§ What the exercise asks: Among the entries that follow, find every line with the word "Chughtai" and list it.

··· Data provided ···

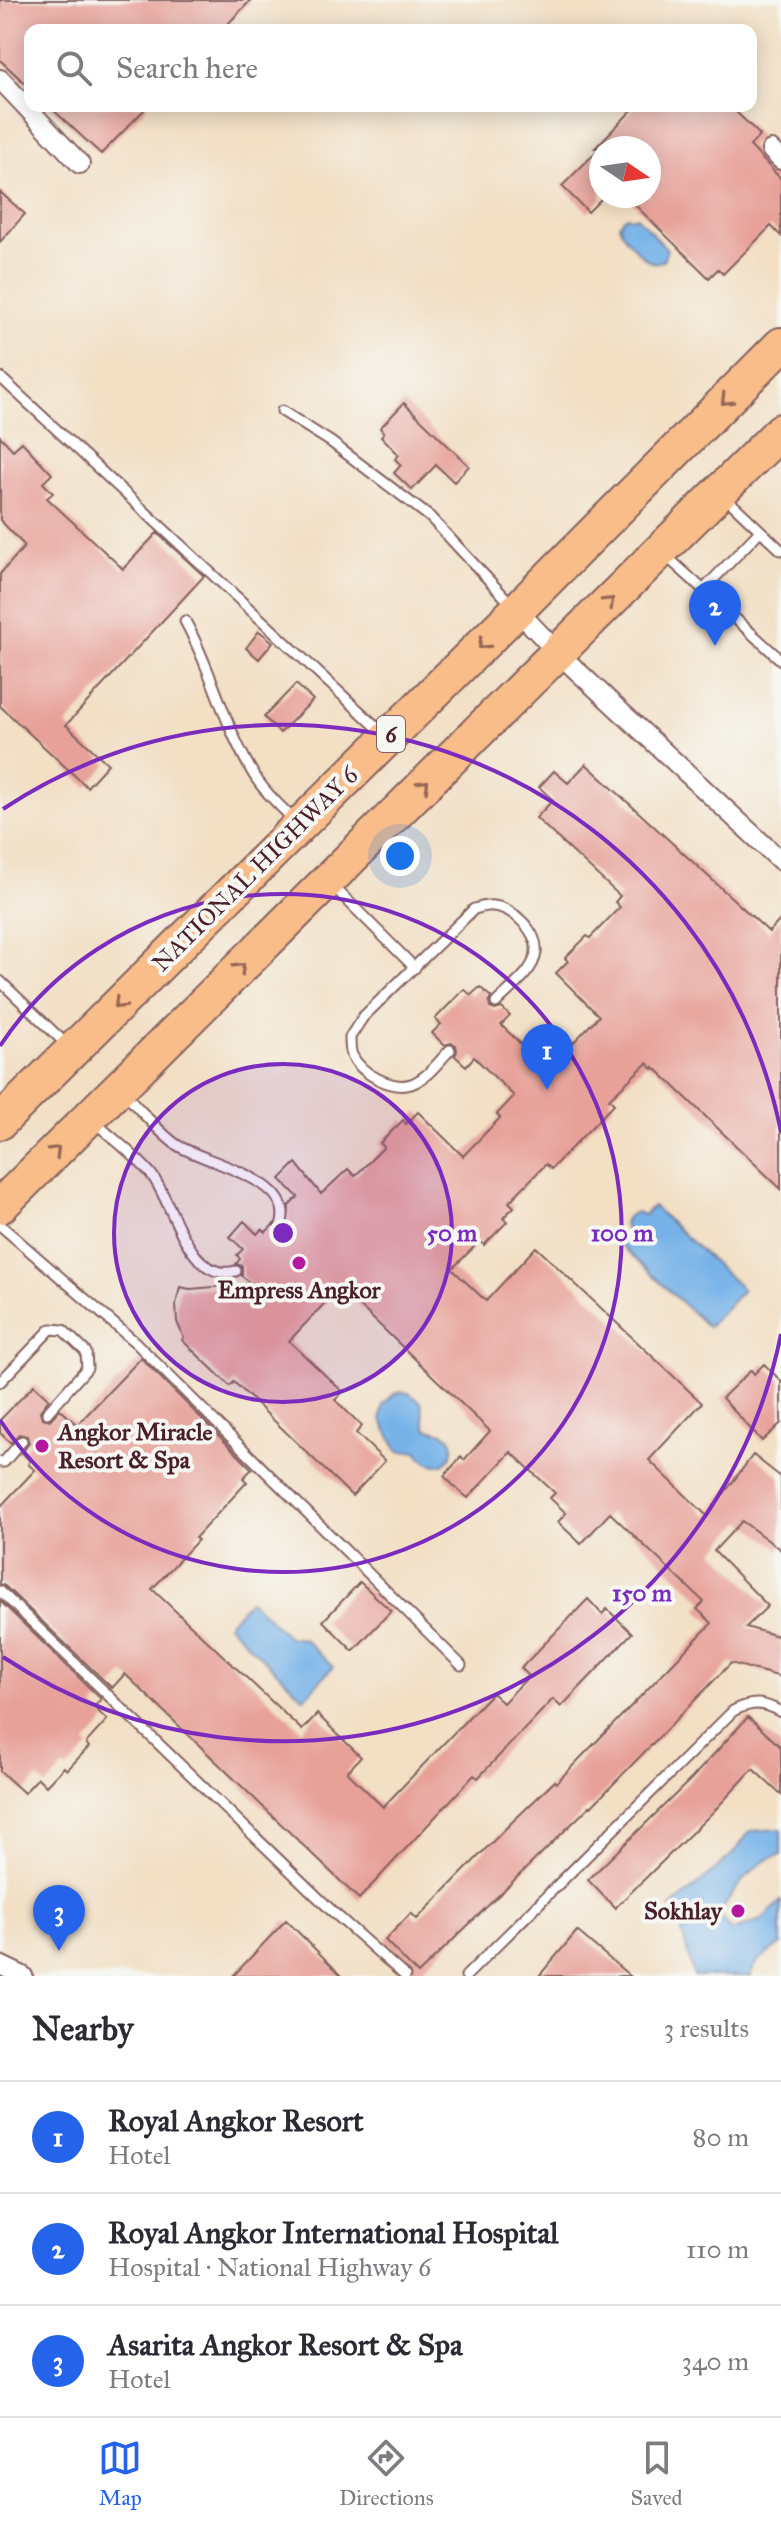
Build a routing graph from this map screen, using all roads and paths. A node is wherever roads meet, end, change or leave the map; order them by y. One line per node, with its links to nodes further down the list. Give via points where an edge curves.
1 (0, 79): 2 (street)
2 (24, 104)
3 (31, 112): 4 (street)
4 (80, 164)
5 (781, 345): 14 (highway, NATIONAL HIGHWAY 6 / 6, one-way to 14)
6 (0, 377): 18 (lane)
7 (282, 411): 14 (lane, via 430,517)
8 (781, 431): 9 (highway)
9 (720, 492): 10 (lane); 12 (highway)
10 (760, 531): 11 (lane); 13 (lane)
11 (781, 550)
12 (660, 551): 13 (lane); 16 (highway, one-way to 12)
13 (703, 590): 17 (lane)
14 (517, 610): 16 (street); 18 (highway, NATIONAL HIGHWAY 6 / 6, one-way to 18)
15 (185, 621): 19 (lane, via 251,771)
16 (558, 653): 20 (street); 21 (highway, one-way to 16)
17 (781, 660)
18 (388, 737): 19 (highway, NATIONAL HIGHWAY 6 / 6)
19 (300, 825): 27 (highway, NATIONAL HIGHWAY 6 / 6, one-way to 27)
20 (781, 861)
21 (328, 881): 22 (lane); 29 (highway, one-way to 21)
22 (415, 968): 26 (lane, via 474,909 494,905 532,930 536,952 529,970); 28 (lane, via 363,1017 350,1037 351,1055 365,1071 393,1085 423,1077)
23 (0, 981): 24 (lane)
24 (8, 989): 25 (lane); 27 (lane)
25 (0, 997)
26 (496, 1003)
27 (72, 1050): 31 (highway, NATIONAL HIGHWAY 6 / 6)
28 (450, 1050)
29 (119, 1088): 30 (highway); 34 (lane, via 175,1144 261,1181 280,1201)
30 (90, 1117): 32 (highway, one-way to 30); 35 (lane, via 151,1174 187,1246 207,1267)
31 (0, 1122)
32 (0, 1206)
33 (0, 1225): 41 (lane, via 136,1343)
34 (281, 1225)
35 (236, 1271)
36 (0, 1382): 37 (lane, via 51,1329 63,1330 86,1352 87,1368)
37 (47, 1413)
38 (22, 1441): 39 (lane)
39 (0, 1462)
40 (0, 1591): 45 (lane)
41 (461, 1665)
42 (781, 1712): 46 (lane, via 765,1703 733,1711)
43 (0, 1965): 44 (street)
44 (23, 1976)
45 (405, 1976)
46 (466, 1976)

···
··· Data provided ···

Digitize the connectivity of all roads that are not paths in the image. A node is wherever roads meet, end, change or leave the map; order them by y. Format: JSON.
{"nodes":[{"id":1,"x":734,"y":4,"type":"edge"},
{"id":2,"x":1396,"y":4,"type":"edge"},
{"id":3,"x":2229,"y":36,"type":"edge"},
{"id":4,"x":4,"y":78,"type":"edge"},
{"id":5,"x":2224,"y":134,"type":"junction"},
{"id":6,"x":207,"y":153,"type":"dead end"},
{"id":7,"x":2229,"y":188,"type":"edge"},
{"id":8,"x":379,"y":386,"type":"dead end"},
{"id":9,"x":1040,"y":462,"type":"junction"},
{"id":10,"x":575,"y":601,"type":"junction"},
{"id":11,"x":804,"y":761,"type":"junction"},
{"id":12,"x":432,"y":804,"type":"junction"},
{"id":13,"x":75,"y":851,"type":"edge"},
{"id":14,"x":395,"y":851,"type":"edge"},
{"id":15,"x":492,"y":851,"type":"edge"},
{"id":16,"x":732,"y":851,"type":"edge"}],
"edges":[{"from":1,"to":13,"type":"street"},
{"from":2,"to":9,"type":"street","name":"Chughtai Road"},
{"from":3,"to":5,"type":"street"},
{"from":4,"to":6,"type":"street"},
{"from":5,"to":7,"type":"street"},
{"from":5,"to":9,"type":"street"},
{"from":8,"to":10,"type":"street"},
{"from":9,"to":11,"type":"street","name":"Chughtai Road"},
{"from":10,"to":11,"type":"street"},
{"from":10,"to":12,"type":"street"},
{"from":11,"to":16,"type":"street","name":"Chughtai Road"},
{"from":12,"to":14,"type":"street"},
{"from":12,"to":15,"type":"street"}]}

···
··· Data provided ···

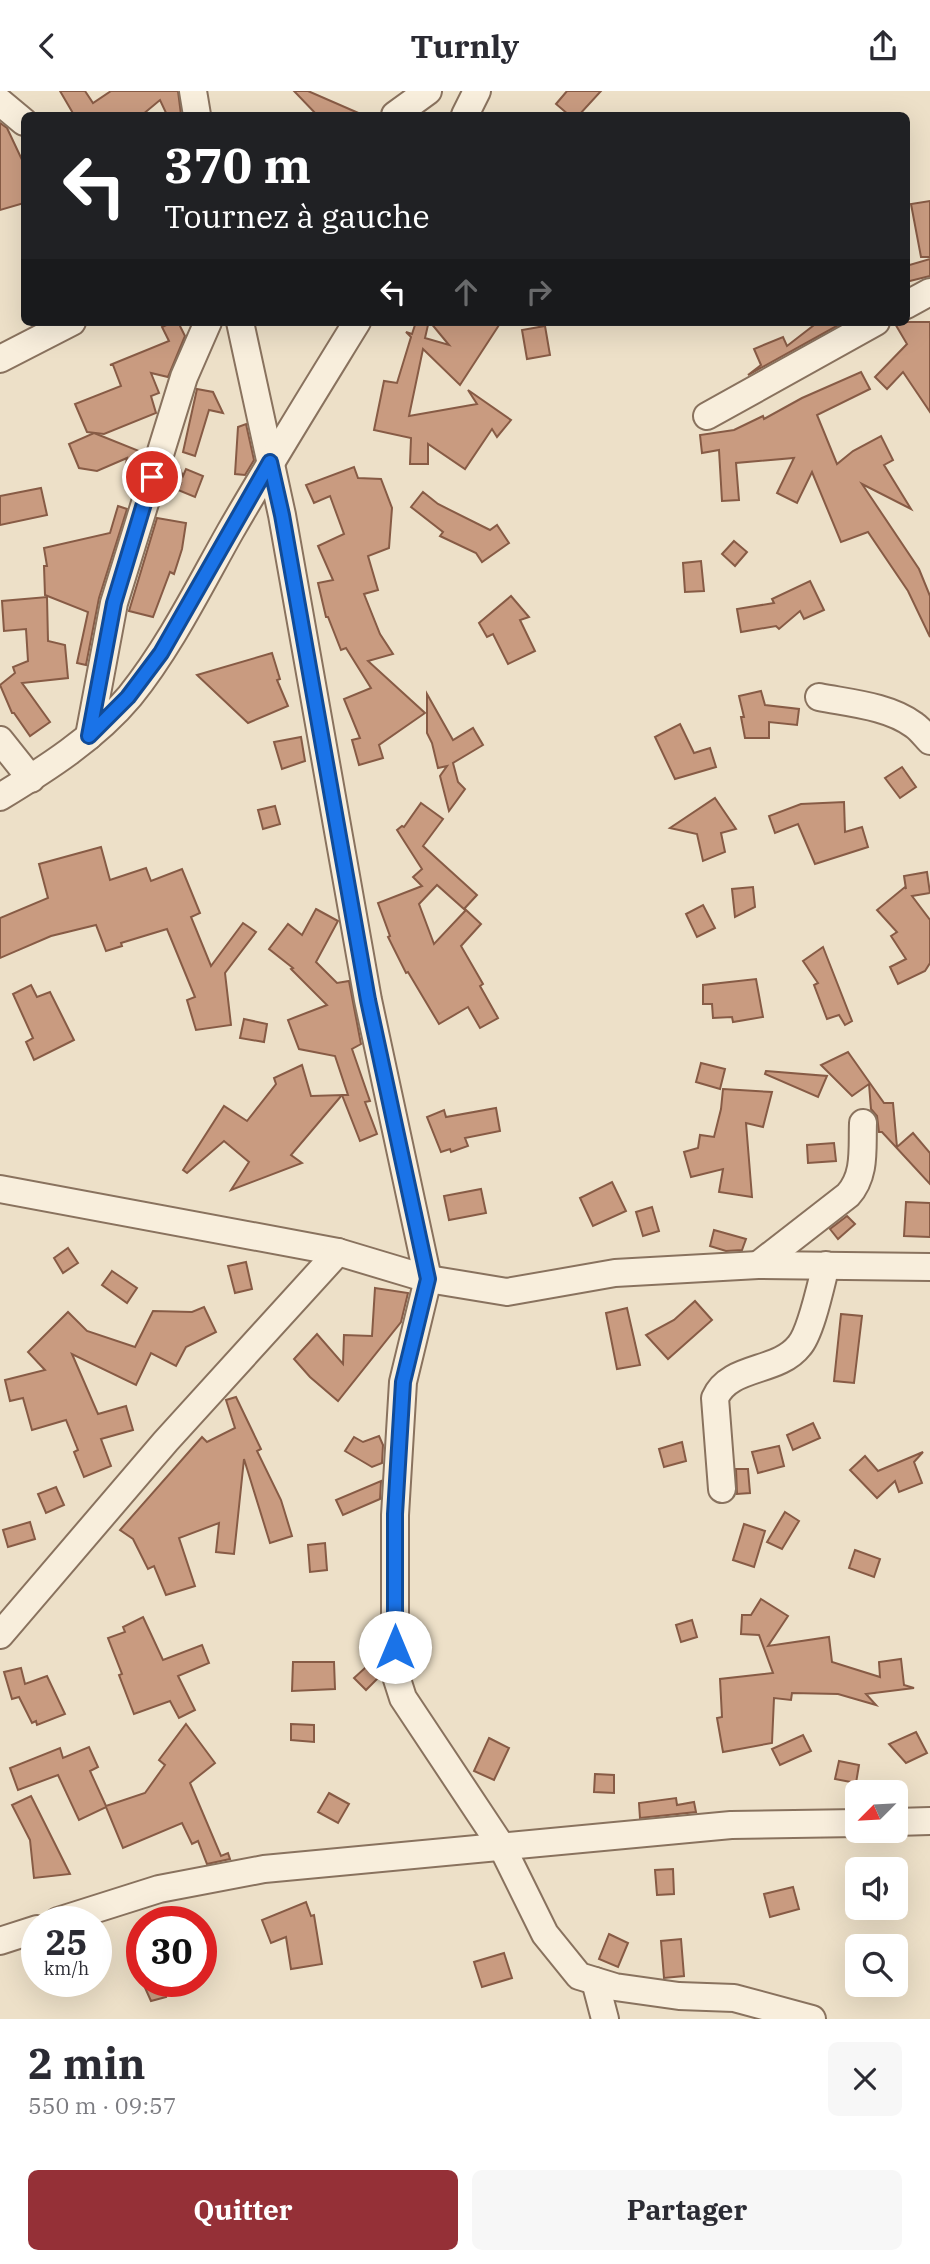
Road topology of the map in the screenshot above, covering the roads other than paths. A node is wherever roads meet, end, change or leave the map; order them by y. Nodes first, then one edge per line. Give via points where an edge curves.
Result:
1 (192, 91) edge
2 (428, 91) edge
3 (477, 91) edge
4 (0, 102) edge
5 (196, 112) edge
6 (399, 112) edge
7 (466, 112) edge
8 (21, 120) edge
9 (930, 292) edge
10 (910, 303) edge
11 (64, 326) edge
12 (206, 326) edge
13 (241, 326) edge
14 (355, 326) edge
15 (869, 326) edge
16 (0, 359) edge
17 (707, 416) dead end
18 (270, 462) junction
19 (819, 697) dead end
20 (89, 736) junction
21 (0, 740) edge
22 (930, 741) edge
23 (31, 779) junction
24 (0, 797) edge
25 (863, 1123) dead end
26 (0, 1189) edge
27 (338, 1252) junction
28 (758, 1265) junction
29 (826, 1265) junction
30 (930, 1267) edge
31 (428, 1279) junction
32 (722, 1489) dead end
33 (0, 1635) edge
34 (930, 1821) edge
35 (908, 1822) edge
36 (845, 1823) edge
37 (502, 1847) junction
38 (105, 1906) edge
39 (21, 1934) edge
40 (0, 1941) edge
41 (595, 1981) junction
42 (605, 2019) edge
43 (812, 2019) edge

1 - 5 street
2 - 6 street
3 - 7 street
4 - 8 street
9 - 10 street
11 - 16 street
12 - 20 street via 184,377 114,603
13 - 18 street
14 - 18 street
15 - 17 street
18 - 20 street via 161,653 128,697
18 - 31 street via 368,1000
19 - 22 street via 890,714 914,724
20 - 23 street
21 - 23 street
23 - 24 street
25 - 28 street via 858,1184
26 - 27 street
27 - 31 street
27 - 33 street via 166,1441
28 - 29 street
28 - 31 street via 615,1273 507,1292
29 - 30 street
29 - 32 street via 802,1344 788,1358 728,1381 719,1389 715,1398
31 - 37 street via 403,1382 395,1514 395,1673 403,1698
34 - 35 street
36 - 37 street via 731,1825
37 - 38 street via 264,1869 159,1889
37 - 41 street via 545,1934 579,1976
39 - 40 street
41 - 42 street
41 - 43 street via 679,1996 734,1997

···

§ Exercise response:
{"from":2,"to":9,"type":"street","name":"Chughtai Road"},
{"from":9,"to":11,"type":"street","name":"Chughtai Road"},
{"from":11,"to":16,"type":"street","name":"Chughtai Road"},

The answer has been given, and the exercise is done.